Work to complete: Copy all the records word for word, apart from any pictures.

Data for review:
* * *

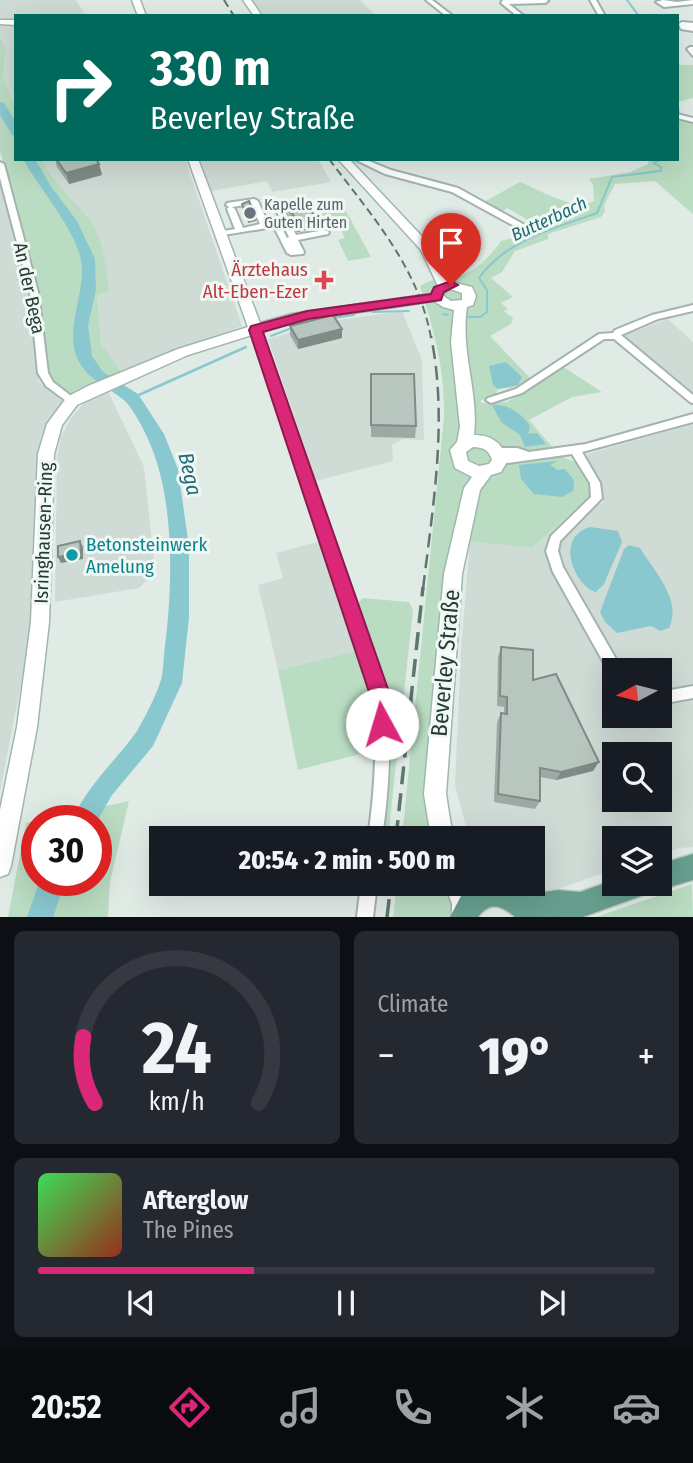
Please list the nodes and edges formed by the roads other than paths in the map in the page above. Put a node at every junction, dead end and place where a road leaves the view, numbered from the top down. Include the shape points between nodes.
1 (429, 0) edge
2 (545, 1) edge
3 (503, 2) edge
4 (693, 2) edge
5 (677, 4) dead end
6 (447, 14) edge
7 (518, 14) edge
8 (193, 161) edge
9 (345, 161) edge
10 (362, 161) edge
11 (0, 164) edge
12 (278, 205) dead end
13 (281, 221) junction
14 (263, 222) junction
15 (541, 227) dead end
16 (240, 231) junction
17 (324, 232) dead end
18 (220, 234) junction
19 (439, 269) junction
20 (459, 286) junction
21 (442, 296) junction
22 (461, 306) junction
23 (693, 308) edge
24 (456, 324) junction
25 (256, 330) junction
26 (615, 336) junction
27 (93, 390) joint
28 (491, 400) dead end
29 (693, 400) edge
30 (72, 401) junction
31 (693, 418) edge
32 (469, 420) junction
33 (483, 441) junction
34 (465, 443) junction
35 (575, 450) junction
36 (499, 456) junction
37 (465, 468) junction
38 (485, 472) junction
39 (472, 488) junction
40 (608, 658) edge
41 (693, 692) edge
42 (672, 696) edge
43 (377, 826) edge
44 (440, 826) edge
45 (0, 866) edge
46 (693, 867) edge
47 (672, 873) edge
48 (368, 896) edge
49 (461, 896) edge
50 (479, 896) edge
51 (508, 896) edge
52 (610, 896) edge
53 (573, 911) edge
54 (528, 912) edge
55 (463, 916) edge
56 (365, 917) edge

1 - 6 street
2 - 3 street
3 - 7 street
4 - 5 street
8 - 18 street
9 - 19 street via 411,229
10 - 15 street via 455,190 532,232
11 - 30 street, An der Bega via 34,292 43,373 49,384
12 - 13 street
13 - 14 street
13 - 17 street via 289,239
14 - 16 street
14 - 16 street via 254,201 230,207
16 - 18 street
18 - 25 street
19 - 20 street
19 - 21 street
20 - 21 street
20 - 22 street via 470,296
21 - 22 street
21 - 24 street
21 - 25 street via 307,315
22 - 24 street
23 - 26 street via 649,319
24 - 32 street
25 - 27 street, Isringhausen-Ring via 183,352
25 - 43 street via 379,692 382,724
26 - 28 street via 602,336 519,391
26 - 29 street
27 - 30 street, Isringhausen-Ring
30 - 45 street, Isringhausen-Ring via 55,424 46,454 40,622 27,727
31 - 35 street
32 - 33 street
32 - 34 street
33 - 34 street
33 - 36 street
34 - 37 street via 457,455
35 - 36 street via 519,459
35 - 40 street via 595,483 597,498 555,539 551,551
36 - 38 street via 495,468
37 - 38 street
37 - 39 street
38 - 39 street
39 - 44 street, Beverley Straße via 458,540 450,600 435,794
41 - 42 street
46 - 47 main road
48 - 56 street
49 - 55 street
50 - 55 main road
51 - 54 main road
52 - 53 main road
53 - 54 main road via 558,903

* * *

Solution to this problem:
Please list the nodes and edges formed by the roads other than paths in the map in the page above. Put a node at every junction, dead end and place where a road leaves the view, numbered from the top down. Include the shape points between nodes.
1 (429, 0) edge
2 (545, 1) edge
3 (503, 2) edge
4 (693, 2) edge
5 (677, 4) dead end
6 (447, 14) edge
7 (518, 14) edge
8 (193, 161) edge
9 (345, 161) edge
10 (362, 161) edge
11 (0, 164) edge
12 (278, 205) dead end
13 (281, 221) junction
14 (263, 222) junction
15 (541, 227) dead end
16 (240, 231) junction
17 (324, 232) dead end
18 (220, 234) junction
19 (439, 269) junction
20 (459, 286) junction
21 (442, 296) junction
22 (461, 306) junction
23 (693, 308) edge
24 (456, 324) junction
25 (256, 330) junction
26 (615, 336) junction
27 (93, 390) joint
28 (491, 400) dead end
29 (693, 400) edge
30 (72, 401) junction
31 (693, 418) edge
32 (469, 420) junction
33 (483, 441) junction
34 (465, 443) junction
35 (575, 450) junction
36 (499, 456) junction
37 (465, 468) junction
38 (485, 472) junction
39 (472, 488) junction
40 (608, 658) edge
41 (693, 692) edge
42 (672, 696) edge
43 (377, 826) edge
44 (440, 826) edge
45 (0, 866) edge
46 (693, 867) edge
47 (672, 873) edge
48 (368, 896) edge
49 (461, 896) edge
50 (479, 896) edge
51 (508, 896) edge
52 (610, 896) edge
53 (573, 911) edge
54 (528, 912) edge
55 (463, 916) edge
56 (365, 917) edge

1 - 6 street
2 - 3 street
3 - 7 street
4 - 5 street
8 - 18 street
9 - 19 street via 411,229
10 - 15 street via 455,190 532,232
11 - 30 street, An der Bega via 34,292 43,373 49,384
12 - 13 street
13 - 14 street
13 - 17 street via 289,239
14 - 16 street
14 - 16 street via 254,201 230,207
16 - 18 street
18 - 25 street
19 - 20 street
19 - 21 street
20 - 21 street
20 - 22 street via 470,296
21 - 22 street
21 - 24 street
21 - 25 street via 307,315
22 - 24 street
23 - 26 street via 649,319
24 - 32 street
25 - 27 street, Isringhausen-Ring via 183,352
25 - 43 street via 379,692 382,724
26 - 28 street via 602,336 519,391
26 - 29 street
27 - 30 street, Isringhausen-Ring
30 - 45 street, Isringhausen-Ring via 55,424 46,454 40,622 27,727
31 - 35 street
32 - 33 street
32 - 34 street
33 - 34 street
33 - 36 street
34 - 37 street via 457,455
35 - 36 street via 519,459
35 - 40 street via 595,483 597,498 555,539 551,551
36 - 38 street via 495,468
37 - 38 street
37 - 39 street
38 - 39 street
39 - 44 street, Beverley Straße via 458,540 450,600 435,794
41 - 42 street
46 - 47 main road
48 - 56 street
49 - 55 street
50 - 55 main road
51 - 54 main road
52 - 53 main road
53 - 54 main road via 558,903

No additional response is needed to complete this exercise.